Maybe you guys could help me find the right approach. What could I change or is this even the right way to do it for my purpose? It was difficult for me to create a reproducible example but maybe you can also help me like that.

Thanks in advance!

Best Answer

ARIMA takes a long time to fit for time series with "long" seasonal cycles. It is good for quarterly data (4 periods to a cycle) or monthly data (12 periods to a cycle) - but as you found, it struggles with daily data and yearly seasonality (365.25 periods to a cycle).

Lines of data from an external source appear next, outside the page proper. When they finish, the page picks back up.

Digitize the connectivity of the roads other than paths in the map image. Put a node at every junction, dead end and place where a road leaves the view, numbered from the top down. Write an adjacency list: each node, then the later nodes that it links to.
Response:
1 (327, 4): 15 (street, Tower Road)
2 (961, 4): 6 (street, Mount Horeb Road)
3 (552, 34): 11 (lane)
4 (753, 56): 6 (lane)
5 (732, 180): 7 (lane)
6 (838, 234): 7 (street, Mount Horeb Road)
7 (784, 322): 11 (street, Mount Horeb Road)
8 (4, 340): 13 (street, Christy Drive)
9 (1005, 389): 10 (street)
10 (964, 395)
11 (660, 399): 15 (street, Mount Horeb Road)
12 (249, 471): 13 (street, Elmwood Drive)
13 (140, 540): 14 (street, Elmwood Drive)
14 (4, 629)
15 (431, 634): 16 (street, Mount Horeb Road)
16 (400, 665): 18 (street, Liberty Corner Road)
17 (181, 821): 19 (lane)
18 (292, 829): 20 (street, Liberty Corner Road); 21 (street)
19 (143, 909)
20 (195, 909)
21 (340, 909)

An STL forecast is already a very good approach, and I would consider it a useful benchmark. It is a common finding in time series forecasting that very simple benchmarks are often surprisingly hard to improve on.

One potential approach would be to use harmonics as predictors, with periods equal to the length of a year (and half a year, and a third, ...). Feed these into the xreg parameter of auto.arima() to run a regression with ARIMA errors.

That is not a bad fit but it is not precise enough for my purpose.

Sometimes our requirements on forecast accuracy are simply too high and cannot be met. If my purpose is to win big at roulette, then a hit probability of 1/37 is also not precise enough - but there is nothing I can do about it. You may find How to know that your machine learning problem is hopeless? amusing reading. At some point, it is more useful to invest resources in mitigation of unavoidable forecast errors, rather than in pursuing higher accuracy.

Related Solutions

Solved – Daily Time Series Analysis

Your ACF and PACF indicate that you at least have weekly seasonality, which is shown by the peaks at lags 7, 14, 21 and so forth.

You may also have yearly seasonality, although it's not obvious from your time series.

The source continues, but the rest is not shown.